SPEAKER_00You know, one of the things I think about a lot and recently, uh one of our vice presidents, Mike Wagner and I were up in in uh Bellingham, Washington, and we were running around with HSDF up there. But one of the things that was made uh very, very present to me is the complex nature of the maritime um picture up there, the the commercial craft is our one thing, the large movers, the robo ships, the tankers and stuff like that, and the and the Coast Guard operations in the uh the Puget Sound. But what was immensely obvious and complex was the uh private craft, the the recreational craft, which amounts in some cases thousands of boats running back around. And one of the things that uh they they really, really uh need a better handle on is you know, being able to track that, being able to analyze it, being able to eventually detect or uh understand where it came from, where it was detected, and where potentially it would go.
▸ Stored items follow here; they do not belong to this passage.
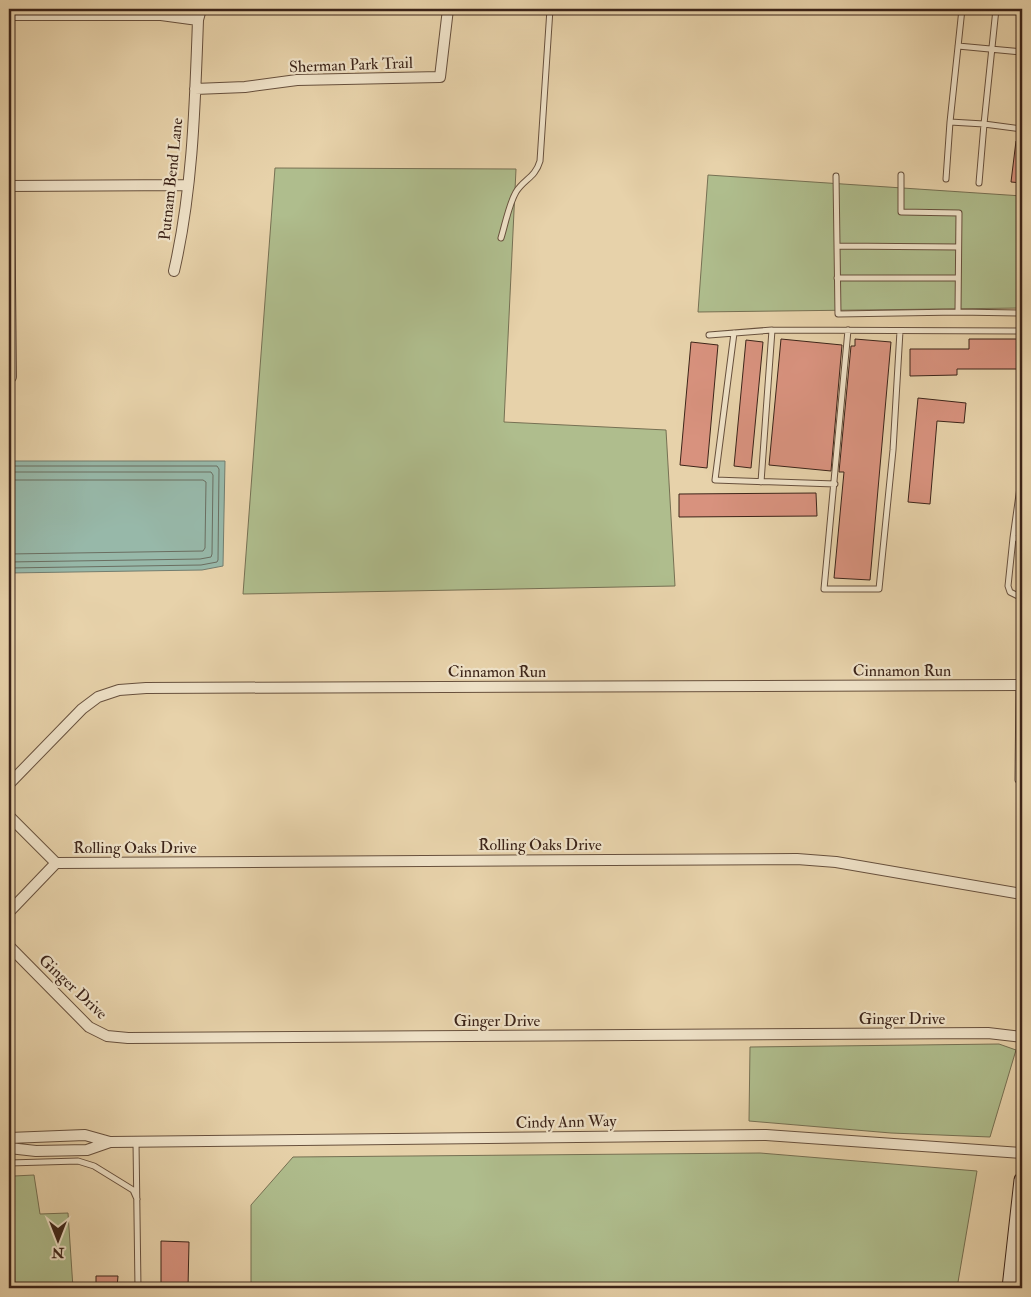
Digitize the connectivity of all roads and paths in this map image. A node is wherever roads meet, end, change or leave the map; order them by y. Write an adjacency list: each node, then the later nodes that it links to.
1 (202, 9): 9 (street, Putnam Bend Lane)
2 (448, 9): 13 (street, Sherman Park Trail)
3 (550, 9): 23 (lane)
4 (962, 9): 10 (lane)
5 (996, 9): 11 (lane)
6 (1021, 9): 8 (lane)
7 (9, 15): 9 (street)
8 (1021, 18)
9 (198, 20): 13 (street, Putnam Bend Lane)
10 (958, 46): 11 (lane); 14 (lane)
11 (992, 49): 12 (lane); 15 (lane)
12 (1022, 52)
13 (195, 89): 21 (street, Putnam Bend Lane)
14 (950, 122): 15 (lane); 19 (lane)
15 (984, 124): 16 (lane); 20 (lane)
16 (1022, 128)
17 (901, 175): 25 (lane)
18 (836, 176): 24 (lane)
19 (946, 179)
20 (979, 183)
21 (188, 185): 22 (street); 26 (street, Putnam Bend Lane)
22 (9, 186): 37 (street)
23 (501, 238)
24 (837, 246): 25 (lane); 27 (lane)
25 (958, 247): 28 (lane)
26 (174, 271)
27 (837, 278): 28 (lane); 29 (lane)
28 (958, 278): 29 (lane)
29 (958, 312): 30 (lane)
30 (1022, 313)
31 (772, 330): 32 (lane); 35 (lane); 39 (lane)
32 (848, 330): 33 (lane); 40 (lane)
33 (900, 331): 34 (lane); 40 (lane)
34 (1022, 331)
35 (734, 333): 36 (lane); 39 (lane)
36 (709, 335)
37 (10, 377)
38 (1022, 473): 41 (lane)
39 (761, 482): 40 (lane)
40 (835, 484)
41 (1013, 538): 42 (lane); 43 (lane)
42 (1022, 539)
43 (1022, 598)
44 (1020, 685): 45 (street, Cinnamon Run); 46 (lane)
45 (9, 784)
46 (1022, 785)
47 (9, 816): 48 (street)
48 (56, 863): 49 (street, Rolling Oaks Drive); 50 (street)
49 (1022, 894)
50 (9, 912)
51 (9, 946): 52 (street, Ginger Drive)
52 (1022, 1037)
53 (35, 1137): 54 (street, Cindy Ann Way); 56 (street, Cindy Ann Way); 58 (lane)
54 (9, 1138)
55 (136, 1141): 56 (street, Cindy Ann Way); 59 (street, Cindy Ann Way); 62 (lane)
56 (110, 1142): 58 (street, Cindy Ann Way)
57 (9, 1148): 58 (street, Cindy Ann Way)
58 (36, 1151)
59 (1022, 1153)
60 (9, 1163): 62 (lane)
61 (1022, 1180): 64 (main road)
62 (138, 1201): 63 (lane)
63 (138, 1288)
64 (1010, 1288)

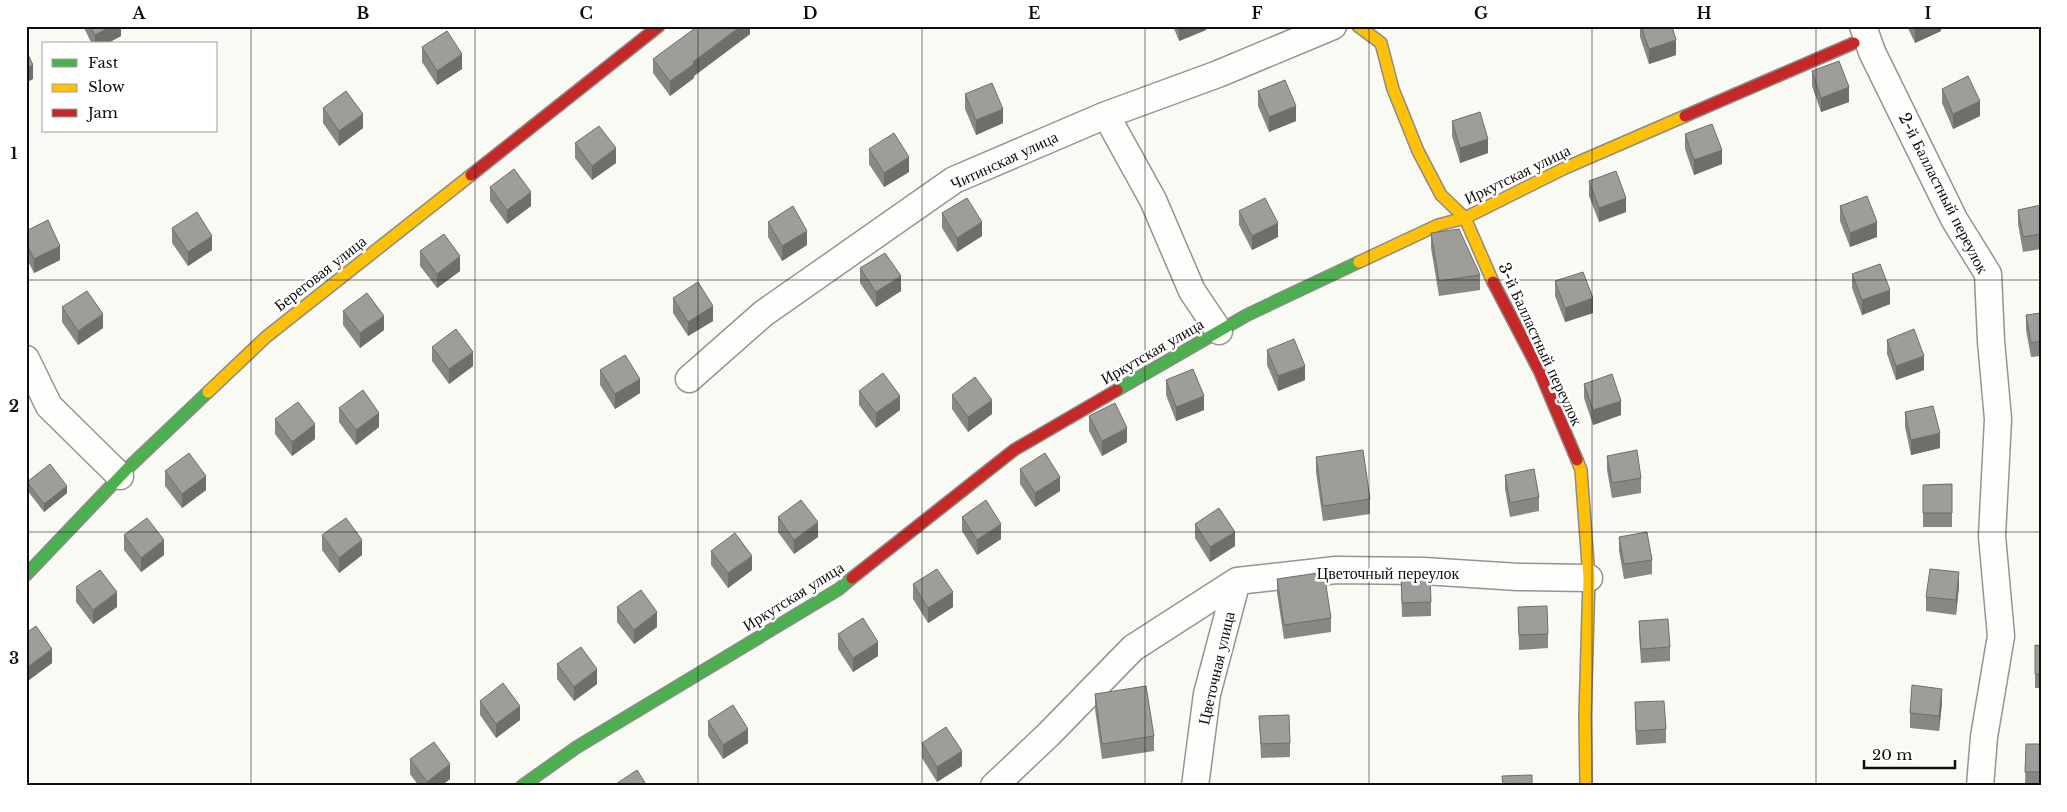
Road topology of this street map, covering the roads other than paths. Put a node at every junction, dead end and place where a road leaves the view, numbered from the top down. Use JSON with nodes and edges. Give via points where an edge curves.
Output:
{"nodes":[{"id":1,"x":659,"y":26,"type":"edge"},
{"id":2,"x":1333,"y":26,"type":"edge"},
{"id":3,"x":1358,"y":26,"type":"edge"},
{"id":4,"x":1859,"y":35,"type":"edge"},
{"id":5,"x":1106,"y":115,"type":"junction"},
{"id":6,"x":1466,"y":218,"type":"junction"},
{"id":7,"x":1219,"y":331,"type":"junction"},
{"id":8,"x":26,"y":359,"type":"edge"},
{"id":9,"x":689,"y":379,"type":"dead end"},
{"id":10,"x":120,"y":476,"type":"junction"},
{"id":11,"x":26,"y":574,"type":"edge"},
{"id":12,"x":1589,"y":578,"type":"junction"},
{"id":13,"x":1237,"y":581,"type":"junction"},
{"id":14,"x":522,"y":786,"type":"edge"},
{"id":15,"x":994,"y":786,"type":"edge"},
{"id":16,"x":1195,"y":786,"type":"edge"},
{"id":17,"x":1586,"y":786,"type":"edge"},
{"id":18,"x":1980,"y":786,"type":"edge"}],
"edges":[{"from":1,"to":10,"type":"street","name":"Береговая улица","via":[[266,337]]},
{"from":2,"to":5,"type":"street","name":"Читинская улица","via":[[1218,74]]},
{"from":3,"to":6,"type":"street","via":[[1381,43],[1393,89],[1418,151],[1441,195]]},
{"from":4,"to":6,"type":"street","name":"Иркутская улица","via":[[1565,168]]},
{"from":4,"to":18,"type":"street","name":"2-й Балластный переулок","via":[[1872,52],[1954,219],[1988,274],[1998,419],[1992,536],[2001,636],[1984,737]]},
{"from":5,"to":7,"type":"street","via":[[1153,200],[1192,291]]},
{"from":5,"to":9,"type":"street","name":"Читинская улица","via":[[954,180],[764,313]]},
{"from":6,"to":7,"type":"street","name":"Иркутская улица","via":[[1438,225]]},
{"from":6,"to":12,"type":"street","name":"3-й Балластный переулок","via":[[1493,281],[1540,372],[1581,470]]},
{"from":7,"to":14,"type":"street","name":"Иркутская улица","via":[[1014,450],[838,589],[577,747]]},
{"from":8,"to":10,"type":"street","via":[[49,406]]},
{"from":10,"to":11,"type":"street","name":"Береговая улица"},
{"from":12,"to":13,"type":"street","name":"Цветочный переулок","via":[[1336,570]]},
{"from":12,"to":17,"type":"street","name":"3-й Балластный переулок"},
{"from":13,"to":15,"type":"street","name":"Цветочный переулок","via":[[1133,648]]},
{"from":13,"to":16,"type":"street","name":"Цветочная улица","via":[[1207,694]]}]}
The second thing is how do you how do you jointly prosecute that contact with your Coast Guard brothers and sisters, with DEA, with FBI, with Mexican government, with the Canadian government, you know, and especially the RCMP. They're on the boats with the Coast Guard currently working through all that traffic. How do you understand that picture? How do you create the overlap overlays to where you can all work off the same system? One of the things, you know, over the next couple of years, hopefully that we can get a better um uh support mechanism there through industry interface and and working with uh the resources involved is being able to put together a system that can accurately detect and share that information on on a large scale. Uh it it is it's not gonna get better, it's gonna get worse, and and and and the data, the data flow, being able to understand that and share it in the appropriate manner is gonna be preeminent. And we, you know, they try, you know, but it needs to be done more efficiently, but it needs to be re resourced at the appropriate levels.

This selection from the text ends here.